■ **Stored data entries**
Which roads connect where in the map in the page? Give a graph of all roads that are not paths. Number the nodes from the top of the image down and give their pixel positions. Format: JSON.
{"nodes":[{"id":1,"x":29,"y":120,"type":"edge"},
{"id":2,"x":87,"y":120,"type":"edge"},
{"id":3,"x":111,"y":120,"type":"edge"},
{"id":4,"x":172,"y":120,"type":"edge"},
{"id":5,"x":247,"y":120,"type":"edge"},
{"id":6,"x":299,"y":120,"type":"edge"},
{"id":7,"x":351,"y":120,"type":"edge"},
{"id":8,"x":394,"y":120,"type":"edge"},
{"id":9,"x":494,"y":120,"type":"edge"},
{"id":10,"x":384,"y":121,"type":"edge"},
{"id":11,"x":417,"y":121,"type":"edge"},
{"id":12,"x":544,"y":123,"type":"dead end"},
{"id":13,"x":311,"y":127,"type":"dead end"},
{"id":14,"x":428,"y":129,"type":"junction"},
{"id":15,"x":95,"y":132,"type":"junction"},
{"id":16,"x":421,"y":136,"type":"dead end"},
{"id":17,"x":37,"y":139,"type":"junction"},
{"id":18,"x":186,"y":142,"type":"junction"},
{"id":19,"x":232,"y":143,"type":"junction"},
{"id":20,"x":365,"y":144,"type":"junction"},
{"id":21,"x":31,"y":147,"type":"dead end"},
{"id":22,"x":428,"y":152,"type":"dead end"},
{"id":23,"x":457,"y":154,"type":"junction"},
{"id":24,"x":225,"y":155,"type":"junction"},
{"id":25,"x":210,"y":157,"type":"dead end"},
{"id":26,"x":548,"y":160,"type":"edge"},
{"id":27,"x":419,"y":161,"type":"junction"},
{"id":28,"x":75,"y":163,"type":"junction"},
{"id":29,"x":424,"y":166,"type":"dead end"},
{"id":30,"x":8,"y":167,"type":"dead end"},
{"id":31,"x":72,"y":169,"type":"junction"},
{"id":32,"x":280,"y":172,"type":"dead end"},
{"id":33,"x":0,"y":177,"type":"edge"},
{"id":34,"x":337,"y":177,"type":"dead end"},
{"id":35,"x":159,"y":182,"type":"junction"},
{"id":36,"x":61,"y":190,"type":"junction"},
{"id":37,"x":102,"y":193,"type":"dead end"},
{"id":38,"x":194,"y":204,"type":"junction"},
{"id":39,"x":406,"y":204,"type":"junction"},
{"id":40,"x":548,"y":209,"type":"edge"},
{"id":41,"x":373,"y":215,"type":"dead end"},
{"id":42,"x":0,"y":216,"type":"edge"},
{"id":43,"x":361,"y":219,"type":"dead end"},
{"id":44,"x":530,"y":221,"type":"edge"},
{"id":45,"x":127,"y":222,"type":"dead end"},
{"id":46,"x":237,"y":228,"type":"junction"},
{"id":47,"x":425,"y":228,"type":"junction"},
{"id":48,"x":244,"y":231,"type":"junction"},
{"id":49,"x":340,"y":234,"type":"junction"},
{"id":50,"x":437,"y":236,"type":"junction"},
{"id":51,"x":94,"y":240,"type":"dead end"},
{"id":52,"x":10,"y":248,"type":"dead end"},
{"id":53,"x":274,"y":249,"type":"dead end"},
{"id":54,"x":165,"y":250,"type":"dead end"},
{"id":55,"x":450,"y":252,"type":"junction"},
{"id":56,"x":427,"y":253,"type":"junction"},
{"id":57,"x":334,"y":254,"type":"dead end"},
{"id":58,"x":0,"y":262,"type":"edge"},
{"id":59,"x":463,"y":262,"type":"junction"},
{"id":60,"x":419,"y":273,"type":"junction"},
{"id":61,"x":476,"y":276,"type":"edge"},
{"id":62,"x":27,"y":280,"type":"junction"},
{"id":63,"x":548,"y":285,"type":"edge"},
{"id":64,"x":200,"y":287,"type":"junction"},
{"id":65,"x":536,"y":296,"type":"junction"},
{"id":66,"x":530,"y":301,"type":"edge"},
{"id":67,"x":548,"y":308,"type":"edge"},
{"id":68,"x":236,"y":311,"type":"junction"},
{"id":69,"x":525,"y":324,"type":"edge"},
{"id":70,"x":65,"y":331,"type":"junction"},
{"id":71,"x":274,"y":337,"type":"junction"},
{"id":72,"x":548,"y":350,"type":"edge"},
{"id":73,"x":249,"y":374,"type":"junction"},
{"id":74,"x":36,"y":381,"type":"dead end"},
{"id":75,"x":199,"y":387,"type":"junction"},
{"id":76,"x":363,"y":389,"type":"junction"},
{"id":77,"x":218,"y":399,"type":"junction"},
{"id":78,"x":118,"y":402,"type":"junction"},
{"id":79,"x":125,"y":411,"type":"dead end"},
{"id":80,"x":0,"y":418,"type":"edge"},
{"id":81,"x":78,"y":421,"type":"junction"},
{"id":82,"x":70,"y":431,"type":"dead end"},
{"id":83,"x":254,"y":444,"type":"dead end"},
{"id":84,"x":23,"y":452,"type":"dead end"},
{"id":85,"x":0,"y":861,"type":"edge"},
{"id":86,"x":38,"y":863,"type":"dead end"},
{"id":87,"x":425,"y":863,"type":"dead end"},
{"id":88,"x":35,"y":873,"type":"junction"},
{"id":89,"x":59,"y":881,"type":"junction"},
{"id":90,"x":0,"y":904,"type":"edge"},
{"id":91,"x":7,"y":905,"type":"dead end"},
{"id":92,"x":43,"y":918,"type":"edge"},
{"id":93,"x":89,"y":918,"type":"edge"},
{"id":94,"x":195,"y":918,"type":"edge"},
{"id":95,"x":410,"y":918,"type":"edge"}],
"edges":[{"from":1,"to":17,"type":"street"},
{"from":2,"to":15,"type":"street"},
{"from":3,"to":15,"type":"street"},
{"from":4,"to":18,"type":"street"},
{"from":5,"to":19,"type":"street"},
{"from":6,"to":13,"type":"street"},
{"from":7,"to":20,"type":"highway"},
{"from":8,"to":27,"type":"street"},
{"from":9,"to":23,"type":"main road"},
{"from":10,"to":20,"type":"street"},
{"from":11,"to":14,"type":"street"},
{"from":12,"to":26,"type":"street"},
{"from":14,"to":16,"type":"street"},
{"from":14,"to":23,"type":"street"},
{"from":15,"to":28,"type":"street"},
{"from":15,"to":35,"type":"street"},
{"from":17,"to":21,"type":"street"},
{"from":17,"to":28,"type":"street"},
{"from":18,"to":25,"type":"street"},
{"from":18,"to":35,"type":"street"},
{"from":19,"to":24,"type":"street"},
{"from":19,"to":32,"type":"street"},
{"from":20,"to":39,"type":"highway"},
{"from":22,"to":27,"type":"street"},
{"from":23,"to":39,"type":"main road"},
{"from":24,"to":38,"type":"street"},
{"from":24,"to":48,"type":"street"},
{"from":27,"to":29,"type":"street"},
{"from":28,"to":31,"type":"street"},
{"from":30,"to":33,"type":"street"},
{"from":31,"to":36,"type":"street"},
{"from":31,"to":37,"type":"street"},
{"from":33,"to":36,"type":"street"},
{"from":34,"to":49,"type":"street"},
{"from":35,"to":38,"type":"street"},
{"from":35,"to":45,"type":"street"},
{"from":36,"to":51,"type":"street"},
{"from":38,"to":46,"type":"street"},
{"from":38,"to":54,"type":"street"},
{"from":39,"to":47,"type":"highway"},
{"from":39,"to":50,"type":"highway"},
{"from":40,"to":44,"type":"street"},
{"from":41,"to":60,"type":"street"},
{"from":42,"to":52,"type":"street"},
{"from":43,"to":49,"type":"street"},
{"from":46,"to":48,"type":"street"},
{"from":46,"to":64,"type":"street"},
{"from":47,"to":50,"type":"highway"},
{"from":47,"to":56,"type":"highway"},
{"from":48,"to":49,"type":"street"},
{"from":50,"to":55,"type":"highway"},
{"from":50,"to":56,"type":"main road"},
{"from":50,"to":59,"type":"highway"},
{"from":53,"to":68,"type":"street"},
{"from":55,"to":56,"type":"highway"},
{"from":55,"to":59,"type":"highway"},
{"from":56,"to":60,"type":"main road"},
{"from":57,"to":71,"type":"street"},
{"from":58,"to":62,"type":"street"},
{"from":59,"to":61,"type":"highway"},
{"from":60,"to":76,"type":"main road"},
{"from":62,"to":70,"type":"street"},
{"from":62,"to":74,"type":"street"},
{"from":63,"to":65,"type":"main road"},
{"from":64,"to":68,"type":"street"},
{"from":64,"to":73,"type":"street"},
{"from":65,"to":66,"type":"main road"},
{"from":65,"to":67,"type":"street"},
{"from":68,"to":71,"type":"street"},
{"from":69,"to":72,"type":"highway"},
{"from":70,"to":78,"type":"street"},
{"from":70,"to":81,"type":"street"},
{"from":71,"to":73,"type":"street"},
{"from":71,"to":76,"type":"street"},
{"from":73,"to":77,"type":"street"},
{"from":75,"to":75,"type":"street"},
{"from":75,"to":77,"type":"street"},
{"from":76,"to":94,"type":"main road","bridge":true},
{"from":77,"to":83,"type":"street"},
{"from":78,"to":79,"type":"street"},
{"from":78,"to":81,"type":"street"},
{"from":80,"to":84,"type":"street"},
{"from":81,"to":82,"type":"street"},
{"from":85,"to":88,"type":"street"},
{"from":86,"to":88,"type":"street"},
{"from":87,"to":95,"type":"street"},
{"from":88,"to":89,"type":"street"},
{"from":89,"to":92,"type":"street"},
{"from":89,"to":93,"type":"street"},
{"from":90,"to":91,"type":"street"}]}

■ **REQUIREMENT**
Where the word "main" appears in a line of the data above, tally that line; then give the total and nothing more.

■ **RESPONSE BOX**
8